=== RECORDS SUPPLIED ===
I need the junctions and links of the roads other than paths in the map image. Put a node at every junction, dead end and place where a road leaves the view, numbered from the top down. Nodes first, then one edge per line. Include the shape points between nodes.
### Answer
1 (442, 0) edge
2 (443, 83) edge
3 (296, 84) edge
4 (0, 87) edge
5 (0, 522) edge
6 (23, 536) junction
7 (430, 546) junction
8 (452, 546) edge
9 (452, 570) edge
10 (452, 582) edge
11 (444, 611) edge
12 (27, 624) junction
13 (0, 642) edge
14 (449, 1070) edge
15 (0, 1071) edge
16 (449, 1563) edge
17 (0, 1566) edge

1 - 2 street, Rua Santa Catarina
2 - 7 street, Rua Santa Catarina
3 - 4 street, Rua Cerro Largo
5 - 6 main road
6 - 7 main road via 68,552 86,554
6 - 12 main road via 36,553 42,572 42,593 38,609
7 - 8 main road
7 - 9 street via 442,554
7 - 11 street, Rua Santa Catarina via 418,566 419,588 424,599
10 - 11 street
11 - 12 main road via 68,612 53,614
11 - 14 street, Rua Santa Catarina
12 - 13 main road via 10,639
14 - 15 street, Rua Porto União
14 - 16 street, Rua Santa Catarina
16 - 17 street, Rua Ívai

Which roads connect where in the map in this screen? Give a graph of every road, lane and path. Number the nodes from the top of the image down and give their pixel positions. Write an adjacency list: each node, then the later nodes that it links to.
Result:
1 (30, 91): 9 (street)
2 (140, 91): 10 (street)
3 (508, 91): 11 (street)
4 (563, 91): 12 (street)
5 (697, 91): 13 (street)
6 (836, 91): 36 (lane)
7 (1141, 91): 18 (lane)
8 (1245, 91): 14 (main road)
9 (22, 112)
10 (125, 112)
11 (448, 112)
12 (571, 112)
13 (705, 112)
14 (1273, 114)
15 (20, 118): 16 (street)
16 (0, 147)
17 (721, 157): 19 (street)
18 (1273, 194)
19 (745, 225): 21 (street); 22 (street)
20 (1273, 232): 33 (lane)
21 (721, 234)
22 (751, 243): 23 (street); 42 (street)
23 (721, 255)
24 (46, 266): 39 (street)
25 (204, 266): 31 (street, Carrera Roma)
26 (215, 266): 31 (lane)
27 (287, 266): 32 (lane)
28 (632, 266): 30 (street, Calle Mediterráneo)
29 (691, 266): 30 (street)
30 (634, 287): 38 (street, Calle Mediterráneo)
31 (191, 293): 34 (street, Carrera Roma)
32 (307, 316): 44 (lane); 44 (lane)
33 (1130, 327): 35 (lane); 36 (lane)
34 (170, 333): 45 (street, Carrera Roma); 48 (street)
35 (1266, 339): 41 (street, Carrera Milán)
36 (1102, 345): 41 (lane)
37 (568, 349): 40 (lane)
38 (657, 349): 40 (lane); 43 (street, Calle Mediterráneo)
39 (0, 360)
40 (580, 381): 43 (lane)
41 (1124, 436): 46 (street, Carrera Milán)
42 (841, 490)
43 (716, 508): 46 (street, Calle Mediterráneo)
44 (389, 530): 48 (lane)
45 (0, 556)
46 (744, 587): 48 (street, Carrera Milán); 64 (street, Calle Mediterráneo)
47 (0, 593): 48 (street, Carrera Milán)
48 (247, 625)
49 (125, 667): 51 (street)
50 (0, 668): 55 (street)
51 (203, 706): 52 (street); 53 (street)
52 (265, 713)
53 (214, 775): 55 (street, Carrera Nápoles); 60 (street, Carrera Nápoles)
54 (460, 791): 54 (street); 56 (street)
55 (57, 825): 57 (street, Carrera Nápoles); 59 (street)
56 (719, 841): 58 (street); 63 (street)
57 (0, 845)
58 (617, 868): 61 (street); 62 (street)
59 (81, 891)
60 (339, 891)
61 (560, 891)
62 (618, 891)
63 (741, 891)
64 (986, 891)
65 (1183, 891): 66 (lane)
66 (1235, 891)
===
TASK TO CARRY OUT:
When copying the data above, keep every line exactly as written.

RESPONSE BOX:
I need the junctions and links of the roads other than paths in the map image. Put a node at every junction, dead end and place where a road leaves the view, numbered from the top down. Nodes first, then one edge per line. Include the shape points between nodes.
### Answer
1 (442, 0) edge
2 (443, 83) edge
3 (296, 84) edge
4 (0, 87) edge
5 (0, 522) edge
6 (23, 536) junction
7 (430, 546) junction
8 (452, 546) edge
9 (452, 570) edge
10 (452, 582) edge
11 (444, 611) edge
12 (27, 624) junction
13 (0, 642) edge
14 (449, 1070) edge
15 (0, 1071) edge
16 (449, 1563) edge
17 (0, 1566) edge

1 - 2 street, Rua Santa Catarina
2 - 7 street, Rua Santa Catarina
3 - 4 street, Rua Cerro Largo
5 - 6 main road
6 - 7 main road via 68,552 86,554
6 - 12 main road via 36,553 42,572 42,593 38,609
7 - 8 main road
7 - 9 street via 442,554
7 - 11 street, Rua Santa Catarina via 418,566 419,588 424,599
10 - 11 street
11 - 12 main road via 68,612 53,614
11 - 14 street, Rua Santa Catarina
12 - 13 main road via 10,639
14 - 15 street, Rua Porto União
14 - 16 street, Rua Santa Catarina
16 - 17 street, Rua Ívai

Which roads connect where in the map in this screen? Give a graph of every road, lane and path. Number the nodes from the top of the image down and give their pixel positions. Write an adjacency list: each node, then the later nodes that it links to.
Result:
1 (30, 91): 9 (street)
2 (140, 91): 10 (street)
3 (508, 91): 11 (street)
4 (563, 91): 12 (street)
5 (697, 91): 13 (street)
6 (836, 91): 36 (lane)
7 (1141, 91): 18 (lane)
8 (1245, 91): 14 (main road)
9 (22, 112)
10 (125, 112)
11 (448, 112)
12 (571, 112)
13 (705, 112)
14 (1273, 114)
15 (20, 118): 16 (street)
16 (0, 147)
17 (721, 157): 19 (street)
18 (1273, 194)
19 (745, 225): 21 (street); 22 (street)
20 (1273, 232): 33 (lane)
21 (721, 234)
22 (751, 243): 23 (street); 42 (street)
23 (721, 255)
24 (46, 266): 39 (street)
25 (204, 266): 31 (street, Carrera Roma)
26 (215, 266): 31 (lane)
27 (287, 266): 32 (lane)
28 (632, 266): 30 (street, Calle Mediterráneo)
29 (691, 266): 30 (street)
30 (634, 287): 38 (street, Calle Mediterráneo)
31 (191, 293): 34 (street, Carrera Roma)
32 (307, 316): 44 (lane); 44 (lane)
33 (1130, 327): 35 (lane); 36 (lane)
34 (170, 333): 45 (street, Carrera Roma); 48 (street)
35 (1266, 339): 41 (street, Carrera Milán)
36 (1102, 345): 41 (lane)
37 (568, 349): 40 (lane)
38 (657, 349): 40 (lane); 43 (street, Calle Mediterráneo)
39 (0, 360)
40 (580, 381): 43 (lane)
41 (1124, 436): 46 (street, Carrera Milán)
42 (841, 490)
43 (716, 508): 46 (street, Calle Mediterráneo)
44 (389, 530): 48 (lane)
45 (0, 556)
46 (744, 587): 48 (street, Carrera Milán); 64 (street, Calle Mediterráneo)
47 (0, 593): 48 (street, Carrera Milán)
48 (247, 625)
49 (125, 667): 51 (street)
50 (0, 668): 55 (street)
51 (203, 706): 52 (street); 53 (street)
52 (265, 713)
53 (214, 775): 55 (street, Carrera Nápoles); 60 (street, Carrera Nápoles)
54 (460, 791): 54 (street); 56 (street)
55 (57, 825): 57 (street, Carrera Nápoles); 59 (street)
56 (719, 841): 58 (street); 63 (street)
57 (0, 845)
58 (617, 868): 61 (street); 62 (street)
59 (81, 891)
60 (339, 891)
61 (560, 891)
62 (618, 891)
63 (741, 891)
64 (986, 891)
65 (1183, 891): 66 (lane)
66 (1235, 891)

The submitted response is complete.